It had happened at other times too that my girlfriends had tried to urge me to ambition. Then I had always heatedly rejected such attempts. But in this girl’s gesture there was such unselfishness, such experience and wisdom in her voice, that I would have loved to kiss her hand.

We put our arms round one another’s waists. Soldier and serving girl, we strolled thus in silence in the dwindling crowd until darkness began to fall.

When the church towers rang half past seven and she began to think that the time to go home was approaching, I said with perfect sincerity:

“I’ll be sorry to say good-bye, Vilma.”

She considered for a moment, then turned to me.

“We don’t have to say good-bye. You can come to my place. Wait while I serve dinner. Then stay with me. But only come if you can stay out of barracks until morning. Because I don’t want the caretaker opening the door for you in the night and wondering whom you’ve been with in the house.”

That was straight talking. An plain offer of a night of love. But how free of frivolity it had been made. Seriously, without beating about the bush. It was a human act. As much a part of life as breathing.

“Thank you very much,” I said quietly, gratefully. “Of course I can stay out, the sergeant’s a friend of mine.”

And we set off without another word for Bocskai tér.

On the way she told me that her employer’s name was Ferenc Bodrogi, and he worked in some office, she didn’t know where. He had a wife and a son and daughter. The son was at present away in the army. They lived at number four on the third floor.

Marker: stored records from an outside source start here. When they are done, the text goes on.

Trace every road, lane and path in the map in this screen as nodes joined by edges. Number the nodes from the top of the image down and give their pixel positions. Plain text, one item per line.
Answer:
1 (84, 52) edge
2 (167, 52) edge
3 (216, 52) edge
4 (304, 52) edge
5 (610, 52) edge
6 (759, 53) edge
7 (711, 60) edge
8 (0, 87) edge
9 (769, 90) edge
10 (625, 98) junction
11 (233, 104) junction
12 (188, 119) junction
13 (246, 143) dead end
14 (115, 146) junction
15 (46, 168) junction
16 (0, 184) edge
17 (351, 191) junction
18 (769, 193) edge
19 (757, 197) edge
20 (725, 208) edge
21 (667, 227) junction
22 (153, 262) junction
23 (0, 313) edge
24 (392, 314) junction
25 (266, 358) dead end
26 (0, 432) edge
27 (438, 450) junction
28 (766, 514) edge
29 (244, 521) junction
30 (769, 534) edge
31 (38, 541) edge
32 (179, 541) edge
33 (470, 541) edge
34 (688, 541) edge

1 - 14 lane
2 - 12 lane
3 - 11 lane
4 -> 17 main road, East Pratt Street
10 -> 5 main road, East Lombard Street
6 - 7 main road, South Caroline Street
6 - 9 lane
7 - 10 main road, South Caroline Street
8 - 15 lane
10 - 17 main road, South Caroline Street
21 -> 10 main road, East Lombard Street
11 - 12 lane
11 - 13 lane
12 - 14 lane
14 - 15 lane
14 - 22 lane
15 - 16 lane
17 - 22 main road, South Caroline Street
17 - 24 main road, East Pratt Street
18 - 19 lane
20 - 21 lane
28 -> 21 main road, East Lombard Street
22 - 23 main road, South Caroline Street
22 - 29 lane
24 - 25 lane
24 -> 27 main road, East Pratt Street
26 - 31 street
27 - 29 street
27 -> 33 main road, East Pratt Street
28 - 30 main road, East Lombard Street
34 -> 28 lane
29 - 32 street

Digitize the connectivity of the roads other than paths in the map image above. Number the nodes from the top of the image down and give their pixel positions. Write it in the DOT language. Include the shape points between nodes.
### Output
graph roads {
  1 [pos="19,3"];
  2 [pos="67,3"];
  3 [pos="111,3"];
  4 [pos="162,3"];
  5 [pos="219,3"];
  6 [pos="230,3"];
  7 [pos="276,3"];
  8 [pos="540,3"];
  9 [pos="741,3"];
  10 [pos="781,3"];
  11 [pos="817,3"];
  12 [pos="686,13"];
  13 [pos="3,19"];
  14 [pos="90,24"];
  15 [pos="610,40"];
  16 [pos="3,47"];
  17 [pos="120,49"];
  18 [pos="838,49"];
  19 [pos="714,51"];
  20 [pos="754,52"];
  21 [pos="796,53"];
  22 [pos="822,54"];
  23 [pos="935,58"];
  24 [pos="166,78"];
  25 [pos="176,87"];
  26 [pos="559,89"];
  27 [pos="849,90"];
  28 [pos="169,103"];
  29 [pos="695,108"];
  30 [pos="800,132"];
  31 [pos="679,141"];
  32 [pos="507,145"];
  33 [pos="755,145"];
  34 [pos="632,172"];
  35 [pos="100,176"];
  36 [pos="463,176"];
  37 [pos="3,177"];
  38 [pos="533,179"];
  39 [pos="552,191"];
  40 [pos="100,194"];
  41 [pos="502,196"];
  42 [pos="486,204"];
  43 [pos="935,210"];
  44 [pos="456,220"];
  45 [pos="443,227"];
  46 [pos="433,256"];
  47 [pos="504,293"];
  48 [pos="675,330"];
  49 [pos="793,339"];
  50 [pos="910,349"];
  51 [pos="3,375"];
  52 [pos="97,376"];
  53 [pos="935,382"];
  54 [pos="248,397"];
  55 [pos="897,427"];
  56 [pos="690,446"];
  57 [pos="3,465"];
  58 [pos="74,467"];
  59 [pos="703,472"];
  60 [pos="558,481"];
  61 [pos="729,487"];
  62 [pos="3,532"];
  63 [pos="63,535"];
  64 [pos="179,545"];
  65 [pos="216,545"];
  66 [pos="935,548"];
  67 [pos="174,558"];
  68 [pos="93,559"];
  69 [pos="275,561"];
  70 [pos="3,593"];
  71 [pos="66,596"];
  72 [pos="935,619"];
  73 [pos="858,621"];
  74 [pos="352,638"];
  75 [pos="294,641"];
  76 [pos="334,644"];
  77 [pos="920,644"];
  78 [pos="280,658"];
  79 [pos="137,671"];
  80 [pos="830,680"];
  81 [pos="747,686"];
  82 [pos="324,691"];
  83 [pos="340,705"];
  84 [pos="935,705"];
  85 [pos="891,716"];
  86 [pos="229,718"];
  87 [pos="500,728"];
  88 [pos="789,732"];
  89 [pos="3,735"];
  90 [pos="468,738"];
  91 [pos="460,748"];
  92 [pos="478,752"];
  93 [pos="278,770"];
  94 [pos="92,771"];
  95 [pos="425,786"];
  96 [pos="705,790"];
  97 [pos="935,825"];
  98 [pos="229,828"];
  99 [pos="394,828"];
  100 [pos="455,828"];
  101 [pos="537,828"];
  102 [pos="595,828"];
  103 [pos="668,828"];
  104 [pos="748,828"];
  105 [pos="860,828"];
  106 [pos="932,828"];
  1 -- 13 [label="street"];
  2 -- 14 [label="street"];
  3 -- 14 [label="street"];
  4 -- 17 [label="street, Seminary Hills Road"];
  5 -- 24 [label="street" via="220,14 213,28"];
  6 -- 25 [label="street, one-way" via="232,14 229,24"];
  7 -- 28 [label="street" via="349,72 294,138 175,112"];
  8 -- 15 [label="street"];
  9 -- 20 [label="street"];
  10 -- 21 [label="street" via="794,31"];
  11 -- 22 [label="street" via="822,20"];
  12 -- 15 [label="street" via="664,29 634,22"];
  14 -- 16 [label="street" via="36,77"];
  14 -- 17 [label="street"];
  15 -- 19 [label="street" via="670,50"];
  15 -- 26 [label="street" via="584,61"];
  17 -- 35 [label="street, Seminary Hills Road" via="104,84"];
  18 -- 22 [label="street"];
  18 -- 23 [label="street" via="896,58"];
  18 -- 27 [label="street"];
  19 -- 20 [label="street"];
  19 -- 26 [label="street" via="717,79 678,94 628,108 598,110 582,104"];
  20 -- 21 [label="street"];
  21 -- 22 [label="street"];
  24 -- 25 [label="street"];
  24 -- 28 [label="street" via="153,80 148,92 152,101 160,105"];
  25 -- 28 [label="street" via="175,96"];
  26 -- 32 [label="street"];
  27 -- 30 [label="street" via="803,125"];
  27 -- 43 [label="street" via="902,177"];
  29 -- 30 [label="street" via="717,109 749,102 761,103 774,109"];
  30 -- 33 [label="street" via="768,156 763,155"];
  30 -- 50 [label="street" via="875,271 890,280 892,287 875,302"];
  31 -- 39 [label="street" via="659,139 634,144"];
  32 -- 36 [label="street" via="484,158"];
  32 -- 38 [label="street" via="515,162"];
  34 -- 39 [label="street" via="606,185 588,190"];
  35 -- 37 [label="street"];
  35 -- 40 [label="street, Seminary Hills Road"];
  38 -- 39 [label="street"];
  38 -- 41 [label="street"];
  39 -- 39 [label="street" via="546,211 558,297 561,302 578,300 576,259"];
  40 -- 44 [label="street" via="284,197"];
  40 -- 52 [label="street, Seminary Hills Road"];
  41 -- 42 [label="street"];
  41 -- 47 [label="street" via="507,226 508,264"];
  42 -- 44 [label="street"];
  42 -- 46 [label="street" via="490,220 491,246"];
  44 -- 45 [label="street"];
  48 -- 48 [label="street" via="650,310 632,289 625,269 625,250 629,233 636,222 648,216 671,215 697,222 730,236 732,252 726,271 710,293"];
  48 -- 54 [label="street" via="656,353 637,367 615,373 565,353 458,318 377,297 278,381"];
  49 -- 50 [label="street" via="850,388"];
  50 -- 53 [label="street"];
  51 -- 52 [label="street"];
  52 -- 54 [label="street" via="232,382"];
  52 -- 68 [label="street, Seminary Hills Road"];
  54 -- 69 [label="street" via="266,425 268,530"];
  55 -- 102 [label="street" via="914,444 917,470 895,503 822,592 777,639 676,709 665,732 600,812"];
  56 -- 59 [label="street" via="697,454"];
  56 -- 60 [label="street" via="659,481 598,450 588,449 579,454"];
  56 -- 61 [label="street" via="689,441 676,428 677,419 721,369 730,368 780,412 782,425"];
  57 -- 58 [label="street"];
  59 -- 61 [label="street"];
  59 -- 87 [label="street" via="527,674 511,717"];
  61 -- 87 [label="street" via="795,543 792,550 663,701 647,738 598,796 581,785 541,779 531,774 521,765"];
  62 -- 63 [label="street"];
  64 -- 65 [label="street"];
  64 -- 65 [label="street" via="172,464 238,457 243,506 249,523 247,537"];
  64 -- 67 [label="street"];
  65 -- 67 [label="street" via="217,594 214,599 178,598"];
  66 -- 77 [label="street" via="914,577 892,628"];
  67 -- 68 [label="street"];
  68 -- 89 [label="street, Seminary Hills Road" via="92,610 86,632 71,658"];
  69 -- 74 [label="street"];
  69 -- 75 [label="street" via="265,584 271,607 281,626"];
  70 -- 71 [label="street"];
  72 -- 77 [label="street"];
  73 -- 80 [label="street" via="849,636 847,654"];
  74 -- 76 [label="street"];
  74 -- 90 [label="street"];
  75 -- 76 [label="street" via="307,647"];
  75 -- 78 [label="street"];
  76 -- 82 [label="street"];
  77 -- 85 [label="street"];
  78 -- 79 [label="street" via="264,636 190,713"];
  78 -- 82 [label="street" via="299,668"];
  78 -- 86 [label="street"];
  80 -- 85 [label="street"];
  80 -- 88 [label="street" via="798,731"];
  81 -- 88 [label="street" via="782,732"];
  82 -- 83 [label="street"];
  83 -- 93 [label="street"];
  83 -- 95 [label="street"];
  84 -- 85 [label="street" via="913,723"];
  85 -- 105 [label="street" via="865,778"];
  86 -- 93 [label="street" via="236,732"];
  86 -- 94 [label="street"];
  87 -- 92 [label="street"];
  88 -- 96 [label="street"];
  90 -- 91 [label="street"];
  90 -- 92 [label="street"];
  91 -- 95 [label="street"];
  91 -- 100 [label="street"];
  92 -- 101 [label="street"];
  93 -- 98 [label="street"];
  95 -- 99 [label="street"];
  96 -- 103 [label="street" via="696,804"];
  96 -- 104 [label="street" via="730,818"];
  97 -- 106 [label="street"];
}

At this revelation I was at first taken aback, and then almost began to laugh. I knew that family very well. Bodrogi was an engineer with the Natural Gas Company. I had courted his daughter. I’d been to school with his son. I’d often been in their home. And it was strange as we turned in through the familiar doorway. And strange that we went up by the narrow, dark, back stairs, where there was only a little gas flame alight on the second landing.

When we had reached the third floor landing the girl took the key from her skirt pocket and opened the kitchen door. That kitchen too I knew well. I’d knocked there more than once when the front door bell had been out of order. At that time the Bodrogis had had a little Romanian maid. She too had been pretty, and I had pinched her chin.

Now the girl put on the electric light. She took off her kerchief. I was standing there on the doorstep and made to go in after her.

“Wait out there on the landing, Sándor, until the family go out or go to bed. Somebody might come into the kitchen. Why let them see you? They might take it amiss.”

‘They would too’, I thought, and went out onto the narrow landing. It was dark by that time. Lamps were shining all around in the windows of the big apartment house and in the doors that led to corridors. Somewhere a girl was singing. Shapes moved in the well-lit kitchens. Another soldier, presumably on the same errand as myself, was idling on the first floor landing, leaning on the iron railing.

It was summer. A warm evening. ‘There’s a nasty smell in city courtyards at times like this,’ I decided as I sat down on the dustbin out there on the landing, next to a cold iron and a sack of charcoal.

Inside Vilma was busy. She set out the plates and cutlery, sliced bread. Put a clean napkin in the bread basket. Skinned five links of knackwurst. Cut an onion into rings. She took the cherry millefeuille that was left over from lunch off the kitchen sideboard and called out through the open door onto the landing:

“Care for a bit of millefeuille, Sándor?”

I would have, but Vilma could no longer bring it out, because in the doorway leading from the flat there appeared the young lady of the house. There had been a time when I liked that little Piri. Especially her skin and hair. Now I didn’t care for her face. It was too hard. I didn’t like the way she failed to return Vilma’s pleasant ‘good evening.’ I looked on in hostile fashion from the landing as she went up to the kitchen table with her bored expression and with two fingers picked out a cherry from the millefeuille. It made my blood boil that she should talk down like that to my Vilma, as if she were a slave.

“Bring dinner in at once, Vilma. We’re going to the cinema. Then when we’ve gone clear the table, make the beds, and you too may go to bed, there’ll be nothing else today, just don’t forget to wake me at seven in the morning and clean my tennis shoes.”

When the young lady had floated back into the flat Vilma looked out onto the landing:

“Pretty girl, don’t you think? Her name’s Piri.”

Now there came an impatient ring from inside. Vilma picked up the plate of knackwurst and onion and took it in. The kitchen was left deserted. I knew where she was, on what kind of territory. I knew the rooms, the dining room. The furniture. The dining-table, the sofa, the clock and the pictures on the wall.

Vilma went to and fro between the kitchen and the flat. The bell rang for water, for salt. The tap gurgled. Finally dinner was over in there. She came out and shook crumbs from the tablecloth on the landing. Then I saw Piri once more. This time she was wearing her hat and coat. She gave out the coffee and sugar for breakfast. Again no greeting, and she left.

The front door closed with a bang. And I saw the family going down the stairs.

Now Vilma called me in.

“Go into my room, while I tidy up the kitchen.”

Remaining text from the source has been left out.